Aussi, treize anciens membres du gouvernement ont écrit à Theresa May pour lui demander de ne pas accepter la demande du Labour, qui souhaite le maintien du Royaume-Uni dans une union douanière avec l’UE. « Vous perdriez le centre loyal du Parti conservateur, feriez éclater notre parti (…) », mettent-ils en garde. « Nous vous demandons d’y réfléchir à nouveau. » Pour ces derniers, cet accord inter-partisan serait nul et non avenu dès son remplacement : « Aucun dirigeant ne peut lier les mains à son successeur, aussi un accord serait-il au mieux temporaire, au pire illusoire ».

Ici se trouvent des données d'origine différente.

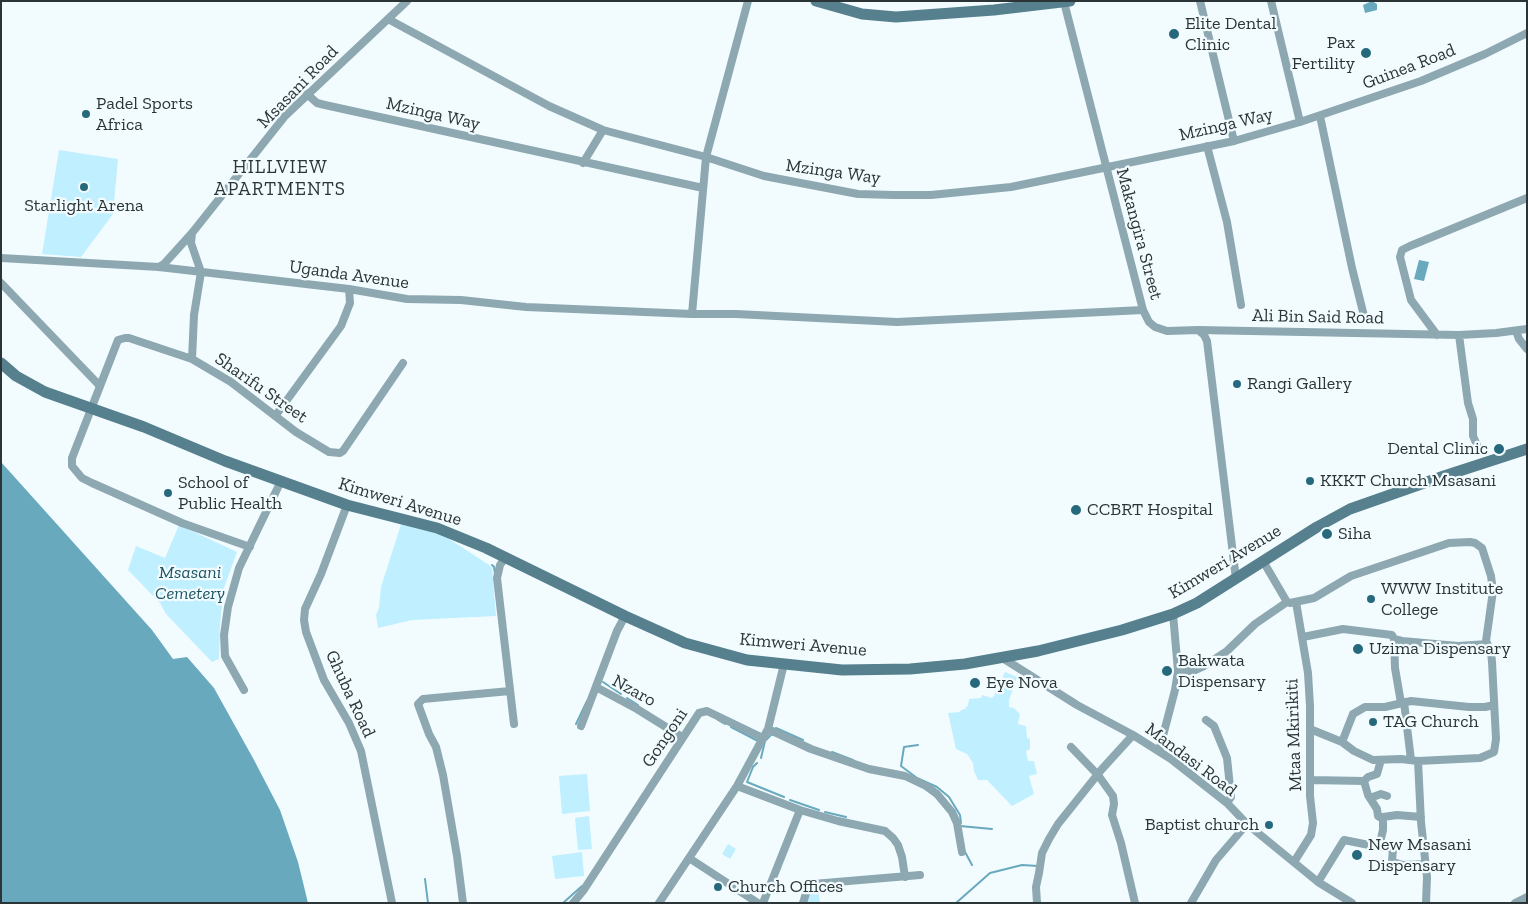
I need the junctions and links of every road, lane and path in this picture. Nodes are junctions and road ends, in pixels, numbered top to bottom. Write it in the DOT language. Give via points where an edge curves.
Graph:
graph roads {
  1 [pos="407,1"];
  2 [pos="748,1"];
  3 [pos="816,1"];
  4 [pos="1200,1"];
  5 [pos="1271,1"];
  6 [pos="1067,2"];
  7 [pos="388,19"];
  8 [pos="1527,33"];
  9 [pos="307,94"];
  10 [pos="1320,116"];
  11 [pos="1300,122"];
  12 [pos="603,130"];
  13 [pos="1234,141"];
  14 [pos="1207,146"];
  15 [pos="706,157"];
  16 [pos="583,163"];
  17 [pos="1106,168"];
  18 [pos="703,188"];
  19 [pos="1527,198"];
  20 [pos="192,233"];
  21 [pos="1,258"];
  22 [pos="159,266"];
  23 [pos="201,272"];
  24 [pos="1,283"];
  25 [pos="349,290"];
  26 [pos="1241,305"];
  27 [pos="1143,310"];
  28 [pos="692,314"];
  29 [pos="1364,316"];
  30 [pos="1527,328"];
  31 [pos="1198,330"];
  32 [pos="1516,331"];
  33 [pos="1437,334"];
  34 [pos="1459,335"];
  35 [pos="1527,349"];
  36 [pos="192,359"];
  37 [pos="1,363"];
  38 [pos="403,364"];
  39 [pos="100,386"];
  40 [pos="92,407"];
  41 [pos="276,415"];
  42 [pos="1477,445"];
  43 [pos="1527,449"];
  44 [pos="281,481"];
  45 [pos="347,505"];
  46 [pos="250,547"];
  47 [pos="505,558"];
  48 [pos="1263,561"];
  49 [pos="1236,579"];
  50 [pos="1287,602"];
  51 [pos="1296,602"];
  52 [pos="1173,614"];
  53 [pos="625,616"];
  54 [pos="1303,637"];
  55 [pos="1394,639"];
  56 [pos="1486,644"];
  57 [pos="1000,657"];
  58 [pos="784,664"];
  59 [pos="1178,671"];
  60 [pos="596,687"];
  61 [pos="244,690"];
  62 [pos="510,692"];
  63 [pos="1403,702"];
  64 [pos="1494,705"];
  65 [pos="1206,720"];
  66 [pos="514,724"];
  67 [pos="581,726"];
  68 [pos="1310,728"];
  69 [pos="768,729"];
  70 [pos="1133,735"];
  71 [pos="682,737"];
  72 [pos="763,738"];
  73 [pos="1342,742"];
  74 [pos="1071,746"];
  75 [pos="1159,751"];
  76 [pos="1382,760"];
  77 [pos="1415,761"];
  78 [pos="1098,775"];
  79 [pos="1310,780"];
  80 [pos="1364,781"];
  81 [pos="737,786"];
  82 [pos="1387,796"];
  83 [pos="1370,798"];
  84 [pos="1227,803"];
  85 [pos="800,810"];
  86 [pos="1421,816"];
  87 [pos="1383,819"];
  88 [pos="1247,824"];
  89 [pos="1382,847"];
  90 [pos="962,852"];
  91 [pos="689,858"];
  92 [pos="1294,862"];
  93 [pos="1426,864"];
  94 [pos="920,874"];
  95 [pos="904,877"];
  96 [pos="1318,882"];
  97 [pos="1527,897"];
  98 [pos="392,903"];
  99 [pos="463,903"];
  100 [pos="573,903"];
  101 [pos="660,903"];
  102 [pos="758,903"];
  103 [pos="763,903"];
  104 [pos="803,903"];
  105 [pos="1037,903"];
  106 [pos="1136,903"];
  107 [pos="1190,903"];
  108 [pos="1352,903"];
  109 [pos="1426,903"];
  110 [pos="1515,903"];
  1 -- 7 [label="street, Msasani Road"];
  2 -- 15 [label="street"];
  3 -- 6 [label="street" via="862,14 896,17"];
  4 -- 13 [label="street"];
  5 -- 11 [label="street"];
  6 -- 17 [label="street, Makangira Street"];
  7 -- 9 [label="street, Msasani Road"];
  7 -- 12 [label="street, Mzinga Way" via="549,106"];
  8 -- 10 [label="street, Guinea Road" via="1421,81"];
  9 -- 16 [label="street, Mzinga Way" via="325,105"];
  9 -- 20 [label="street, Msasani Road"];
  10 -- 11 [label="street, Guinea Road"];
  10 -- 29 [label="street, Ali Bin Said Road"];
  11 -- 13 [label="street, Mzinga Way"];
  12 -- 15 [label="street, Mzinga Way"];
  12 -- 16 [label="street"];
  13 -- 14 [label="street, Mzinga Way"];
  14 -- 17 [label="street, Mzinga Way"];
  14 -- 26 [label="street" via="1227,222"];
  15 -- 17 [label="street, Mzinga Way" via="764,176 858,194 931,195 1011,187"];
  15 -- 18 [label="street"];
  16 -- 18 [label="street, Mzinga Way"];
  17 -- 27 [label="street, Makangira Street"];
  18 -- 28 [label="street"];
  19 -- 33 [label="street" via="1402,250 1400,256 1411,300"];
  20 -- 22 [label="street, Msasani Road"];
  20 -- 23 [label="street"];
  21 -- 22 [label="street, Uganda Avenue"];
  22 -- 23 [label="street, Uganda Avenue"];
  23 -- 25 [label="street, Uganda Avenue"];
  23 -- 36 [label="street" via="194,315"];
  24 -- 39 [label="street"];
  25 -- 28 [label="street, Uganda Avenue" via="407,299"];
  25 -- 41 [label="street" via="350,303 341,326"];
  27 -- 28 [label="street, Uganda Avenue" via="897,322"];
  27 -- 31 [label="street, Makangira Street" via="1155,327 1167,331"];
  30 -- 32 [label="street, Ali Bin Said Road"];
  31 -- 33 [label="street, Ali Bin Said Road"];
  31 -- 49 [label="street" via="1204,335 1210,351"];
  32 -- 34 [label="street, Ali Bin Said Road"];
  32 -- 35 [label="street"];
  33 -- 34 [label="street, Ali Bin Said Road"];
  34 -- 42 [label="street"];
  36 -- 39 [label="street, Sharifu Street" via="121,338"];
  36 -- 41 [label="street, Sharifu Street"];
  37 -- 40 [label="street, Kimweri Avenue" via="16,376 45,392"];
  38 -- 41 [label="street, Sharifu Street" via="340,453 329,452"];
  39 -- 40 [label="street, Sharifu Street"];
  40 -- 44 [label="street, Kimweri Avenue"];
  40 -- 46 [label="street, Sharifu Street" via="72,458 72,466 82,478 182,523"];
  43 -- 48 [label="street, Kimweri Avenue" via="1350,509"];
  44 -- 45 [label="street, Kimweri Avenue"];
  44 -- 46 [label="street"];
  45 -- 47 [label="street, Kimweri Avenue" via="438,528"];
  45 -- 98 [label="street, Ghuba Road" via="305,608 304,620 324,680 361,751"];
  46 -- 61 [label="street" via="239,568 224,635 225,656"];
  47 -- 53 [label="street, Kimweri Avenue"];
  47 -- 62 [label="street" via="497,578"];
  48 -- 49 [label="street, Kimweri Avenue"];
  48 -- 50 [label="street"];
  49 -- 52 [label="street, Kimweri Avenue"];
  50 -- 51 [label="street"];
  50 -- 59 [label="street" via="1254,624 1227,651 1204,666 1193,671"];
  51 -- 54 [label="street, Mtaa Mkirikiti"];
  51 -- 56 [label="street" via="1314,598 1351,576 1409,556 1449,543 1475,543 1482,548 1492,583"];
  52 -- 57 [label="street, Kimweri Avenue" via="1122,630"];
  52 -- 59 [label="street"];
  53 -- 58 [label="street, Kimweri Avenue" via="704,649 748,660"];
  53 -- 60 [label="street"];
  54 -- 55 [label="street" via="1343,629 1392,635"];
  54 -- 68 [label="street, Mtaa Mkirikiti"];
  55 -- 56 [label="street" via="1450,645"];
  55 -- 63 [label="street" via="1395,668"];
  56 -- 64 [label="street" via="1491,655"];
  57 -- 58 [label="street, Kimweri Avenue" via="910,669 842,670"];
  57 -- 70 [label="street, Mandasi Road"];
  58 -- 69 [label="street"];
  59 -- 75 [label="street"];
  60 -- 67 [label="street"];
  60 -- 71 [label="street, Nzaro"];
  62 -- 66 [label="street"];
  62 -- 99 [label="street" via="423,699 418,704 436,747 443,775"];
  63 -- 64 [label="street" via="1469,707"];
  63 -- 73 [label="street" via="1386,707 1365,707 1355,712"];
  63 -- 77 [label="street"];
  64 -- 77 [label="street" via="1494,752 1480,758"];
  65 -- 84 [label="street" via="1214,726 1227,758 1231,797"];
  68 -- 73 [label="street"];
  68 -- 79 [label="street, Mtaa Mkirikiti"];
  69 -- 72 [label="street"];
  69 -- 90 [label="street" via="811,749 869,769 905,776 926,786 952,812"];
  70 -- 75 [label="street, Mandasi Road"];
  70 -- 78 [label="street"];
  71 -- 72 [label="street, Gongoni" via="704,710"];
  71 -- 100 [label="street, Gongoni"];
  72 -- 81 [label="street"];
  73 -- 76 [label="street" via="1370,759"];
  74 -- 78 [label="street"];
  75 -- 84 [label="street, Mandasi Road"];
  76 -- 77 [label="street"];
  76 -- 80 [label="street" via="1377,774"];
  77 -- 86 [label="street"];
  78 -- 105 [label="street" via="1058,824 1042,853 1036,887"];
  78 -- 106 [label="street" via="1113,796 1112,815"];
  79 -- 80 [label="street"];
  79 -- 92 [label="street, Mtaa Mkirikiti" via="1313,829"];
  80 -- 83 [label="street"];
  81 -- 85 [label="street"];
  81 -- 91 [label="street"];
  82 -- 83 [label="street" via="1381,794"];
  83 -- 87 [label="street" via="1378,816"];
  84 -- 88 [label="street, Mandasi Road"];
  85 -- 95 [label="street" via="885,831 898,845"];
  85 -- 103 [label="street"];
  86 -- 87 [label="street" via="1390,815"];
  86 -- 93 [label="street"];
  87 -- 96 [label="street" via="1379,847 1344,840"];
  88 -- 92 [label="street, Mandasi Road"];
  88 -- 107 [label="street" via="1216,860"];
  89 -- 93 [label="street" via="1393,850 1393,862"];
  91 -- 101 [label="street"];
  91 -- 102 [label="street"];
  92 -- 96 [label="street, Mandasi Road"];
  93 -- 109 [label="street"];
  94 -- 95 [label="street"];
  95 -- 104 [label="street" via="813,884 808,887"];
  96 -- 108 [label="street, Mandasi Road"];
  97 -- 110 [label="street"];
}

Mme May ayant survécu à un vote de défiance au sein de son propre parti en décembre 2018, elle est en principe en sécurité pendant un an selon les règles du parti. Mais certains évoquent la possibilité de modifier ces règles. Pour ce faire ils rappellent qu’elle avait promis le 27 mars dernier, qu’elle quitterait son poste dès que l’accord conclu avec les Européens serait voté par le parlement. Une annonce sur laquelle elle pourrait bien revenir maintenant qu’elle sait qu’un nouveau Premier ministre conservateur tenterait vraisemblablement de revenir sur tout ce qui aurait été conclu par l’actuel gouvernement durant ces trois ans de ce qui pour elle a dû être un véritable enfer.

Un vote impromptu

Pour résumer, rien ne bouge. Et profitant du chaos, le Brexit Party, nouveau vaisseau de Nigel Farage, créateur du parti anti immigration Ukip, fait le plein. Créé en avril, il est aujourd’hui crédité de 34 % des intentions de vote – contre 10 % pour les Tories. Si ce chiffre impression, il ne s’agit pas forcément de votes d’adhésion. Farage récupère les voix des Brexiters les plus déterminés, déçus à droite par les compromis engagés de Mme May pour sauver son accords (qu’ils étaient d’ailleurs nombreux à ne pas trouver assez définitif avant même qu’elle ne commence à négocier avec les travaillistes) ou, à gauche, par les tergiversations de Corbyn, eurosceptique assumé sous pression d’un parti de remiainers.

Si ces chiffres sont confirmés lors du vote, ce sera les fourches caudines pour les Tories, relayés en quatrième position, alors qu’ils ont déjà essuyé une cuisante défaite aux élections locales, perdant plus d’un millier d’élus. Le Parti travailliste, lui-même partagé entre militants europhiles et eurosceptiques, ne serait d’après les derniers sondages d’ailleurs pas épargné par la grande hémorragie des électeurs, avec entre 25 et 21 % de suffrages seulement.  Les libéraux-démocrates, pro-européens sont eux crédités de 12 %, un bond en avant considérable pour un parti qui était devenu presque anecdotique ces dernières années.

Le scrutin européen ayant été confirmé il y a tout juste une semaine, 16 jours avant le vote, la campagne n’aura pas réellement eu le temps de commencer. Un autre élément qui favorisera sans doute les Brexiters, officieusement en campagne depuis près de trois ans. Faute de réels débats, il ne pourra se substituer au second referendum que Theresa May refuse obstinément. En cas de victoire aux élections européennes, Farage a pourtant annoncé « exiger que les députés européens du Parti du Brexit intègrent l’équipe de négociation du gouvernement ». Une bravade de plus qui restera certainement sans effet, mais là encore, il n’en est plus à un mensonge près sur le Brexit.